__DATA EXTRACT__
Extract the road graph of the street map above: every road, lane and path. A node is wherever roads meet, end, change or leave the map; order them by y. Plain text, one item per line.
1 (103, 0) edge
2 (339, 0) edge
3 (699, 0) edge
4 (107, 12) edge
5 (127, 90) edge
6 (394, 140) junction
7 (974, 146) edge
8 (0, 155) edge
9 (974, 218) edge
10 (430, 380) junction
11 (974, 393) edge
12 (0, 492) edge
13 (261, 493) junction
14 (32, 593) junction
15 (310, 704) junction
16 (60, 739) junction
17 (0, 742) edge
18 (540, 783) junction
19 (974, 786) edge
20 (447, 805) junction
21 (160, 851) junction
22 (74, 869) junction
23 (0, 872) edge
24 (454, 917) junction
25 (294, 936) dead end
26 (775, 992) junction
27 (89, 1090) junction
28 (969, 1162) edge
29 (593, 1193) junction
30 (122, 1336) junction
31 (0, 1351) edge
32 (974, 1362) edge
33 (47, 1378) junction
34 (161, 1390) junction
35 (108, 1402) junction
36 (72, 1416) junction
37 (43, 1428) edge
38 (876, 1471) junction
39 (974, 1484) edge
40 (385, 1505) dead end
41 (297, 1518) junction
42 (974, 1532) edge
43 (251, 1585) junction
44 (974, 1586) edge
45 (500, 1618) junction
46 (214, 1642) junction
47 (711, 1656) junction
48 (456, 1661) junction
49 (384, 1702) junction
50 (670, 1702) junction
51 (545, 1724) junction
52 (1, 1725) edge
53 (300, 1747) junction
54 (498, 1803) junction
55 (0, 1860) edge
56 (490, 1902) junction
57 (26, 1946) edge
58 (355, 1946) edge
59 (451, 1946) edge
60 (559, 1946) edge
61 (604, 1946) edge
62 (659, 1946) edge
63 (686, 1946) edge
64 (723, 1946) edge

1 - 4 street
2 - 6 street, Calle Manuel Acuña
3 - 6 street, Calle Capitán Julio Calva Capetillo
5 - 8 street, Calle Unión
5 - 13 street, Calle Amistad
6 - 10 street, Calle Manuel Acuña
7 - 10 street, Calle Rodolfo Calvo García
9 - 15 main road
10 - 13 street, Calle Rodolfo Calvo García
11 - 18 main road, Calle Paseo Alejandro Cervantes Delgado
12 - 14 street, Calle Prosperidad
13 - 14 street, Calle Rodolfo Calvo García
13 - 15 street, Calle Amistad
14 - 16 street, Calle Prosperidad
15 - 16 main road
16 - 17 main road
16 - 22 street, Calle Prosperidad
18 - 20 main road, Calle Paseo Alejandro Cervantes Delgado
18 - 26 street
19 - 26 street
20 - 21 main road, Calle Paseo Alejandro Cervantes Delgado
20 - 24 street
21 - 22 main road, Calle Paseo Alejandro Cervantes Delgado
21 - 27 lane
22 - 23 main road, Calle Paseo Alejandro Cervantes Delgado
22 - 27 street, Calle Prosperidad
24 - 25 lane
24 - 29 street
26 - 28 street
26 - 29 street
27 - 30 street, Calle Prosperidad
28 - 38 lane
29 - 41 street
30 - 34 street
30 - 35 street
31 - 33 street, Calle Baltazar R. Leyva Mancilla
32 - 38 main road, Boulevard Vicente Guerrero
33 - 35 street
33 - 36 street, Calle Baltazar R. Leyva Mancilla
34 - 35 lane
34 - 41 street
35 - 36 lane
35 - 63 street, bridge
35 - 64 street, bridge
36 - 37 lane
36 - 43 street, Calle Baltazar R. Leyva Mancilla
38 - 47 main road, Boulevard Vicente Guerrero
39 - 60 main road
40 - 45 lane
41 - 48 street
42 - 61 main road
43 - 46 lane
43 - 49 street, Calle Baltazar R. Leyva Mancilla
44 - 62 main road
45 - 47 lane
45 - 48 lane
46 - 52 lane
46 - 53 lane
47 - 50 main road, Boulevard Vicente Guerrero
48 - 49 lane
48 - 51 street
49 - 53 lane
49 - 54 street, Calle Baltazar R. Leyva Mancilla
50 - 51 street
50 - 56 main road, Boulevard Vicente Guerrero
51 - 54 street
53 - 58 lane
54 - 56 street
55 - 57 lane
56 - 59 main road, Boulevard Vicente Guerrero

__TASK STATEMENT__
Reproduce the records in full, exactly as written.

__SOLUTION BELOW__
Extract the road graph of the street map above: every road, lane and path. A node is wherever roads meet, end, change or leave the map; order them by y. Plain text, one item per line.
1 (103, 0) edge
2 (339, 0) edge
3 (699, 0) edge
4 (107, 12) edge
5 (127, 90) edge
6 (394, 140) junction
7 (974, 146) edge
8 (0, 155) edge
9 (974, 218) edge
10 (430, 380) junction
11 (974, 393) edge
12 (0, 492) edge
13 (261, 493) junction
14 (32, 593) junction
15 (310, 704) junction
16 (60, 739) junction
17 (0, 742) edge
18 (540, 783) junction
19 (974, 786) edge
20 (447, 805) junction
21 (160, 851) junction
22 (74, 869) junction
23 (0, 872) edge
24 (454, 917) junction
25 (294, 936) dead end
26 (775, 992) junction
27 (89, 1090) junction
28 (969, 1162) edge
29 (593, 1193) junction
30 (122, 1336) junction
31 (0, 1351) edge
32 (974, 1362) edge
33 (47, 1378) junction
34 (161, 1390) junction
35 (108, 1402) junction
36 (72, 1416) junction
37 (43, 1428) edge
38 (876, 1471) junction
39 (974, 1484) edge
40 (385, 1505) dead end
41 (297, 1518) junction
42 (974, 1532) edge
43 (251, 1585) junction
44 (974, 1586) edge
45 (500, 1618) junction
46 (214, 1642) junction
47 (711, 1656) junction
48 (456, 1661) junction
49 (384, 1702) junction
50 (670, 1702) junction
51 (545, 1724) junction
52 (1, 1725) edge
53 (300, 1747) junction
54 (498, 1803) junction
55 (0, 1860) edge
56 (490, 1902) junction
57 (26, 1946) edge
58 (355, 1946) edge
59 (451, 1946) edge
60 (559, 1946) edge
61 (604, 1946) edge
62 (659, 1946) edge
63 (686, 1946) edge
64 (723, 1946) edge

1 - 4 street
2 - 6 street, Calle Manuel Acuña
3 - 6 street, Calle Capitán Julio Calva Capetillo
5 - 8 street, Calle Unión
5 - 13 street, Calle Amistad
6 - 10 street, Calle Manuel Acuña
7 - 10 street, Calle Rodolfo Calvo García
9 - 15 main road
10 - 13 street, Calle Rodolfo Calvo García
11 - 18 main road, Calle Paseo Alejandro Cervantes Delgado
12 - 14 street, Calle Prosperidad
13 - 14 street, Calle Rodolfo Calvo García
13 - 15 street, Calle Amistad
14 - 16 street, Calle Prosperidad
15 - 16 main road
16 - 17 main road
16 - 22 street, Calle Prosperidad
18 - 20 main road, Calle Paseo Alejandro Cervantes Delgado
18 - 26 street
19 - 26 street
20 - 21 main road, Calle Paseo Alejandro Cervantes Delgado
20 - 24 street
21 - 22 main road, Calle Paseo Alejandro Cervantes Delgado
21 - 27 lane
22 - 23 main road, Calle Paseo Alejandro Cervantes Delgado
22 - 27 street, Calle Prosperidad
24 - 25 lane
24 - 29 street
26 - 28 street
26 - 29 street
27 - 30 street, Calle Prosperidad
28 - 38 lane
29 - 41 street
30 - 34 street
30 - 35 street
31 - 33 street, Calle Baltazar R. Leyva Mancilla
32 - 38 main road, Boulevard Vicente Guerrero
33 - 35 street
33 - 36 street, Calle Baltazar R. Leyva Mancilla
34 - 35 lane
34 - 41 street
35 - 36 lane
35 - 63 street, bridge
35 - 64 street, bridge
36 - 37 lane
36 - 43 street, Calle Baltazar R. Leyva Mancilla
38 - 47 main road, Boulevard Vicente Guerrero
39 - 60 main road
40 - 45 lane
41 - 48 street
42 - 61 main road
43 - 46 lane
43 - 49 street, Calle Baltazar R. Leyva Mancilla
44 - 62 main road
45 - 47 lane
45 - 48 lane
46 - 52 lane
46 - 53 lane
47 - 50 main road, Boulevard Vicente Guerrero
48 - 49 lane
48 - 51 street
49 - 53 lane
49 - 54 street, Calle Baltazar R. Leyva Mancilla
50 - 51 street
50 - 56 main road, Boulevard Vicente Guerrero
51 - 54 street
53 - 58 lane
54 - 56 street
55 - 57 lane
56 - 59 main road, Boulevard Vicente Guerrero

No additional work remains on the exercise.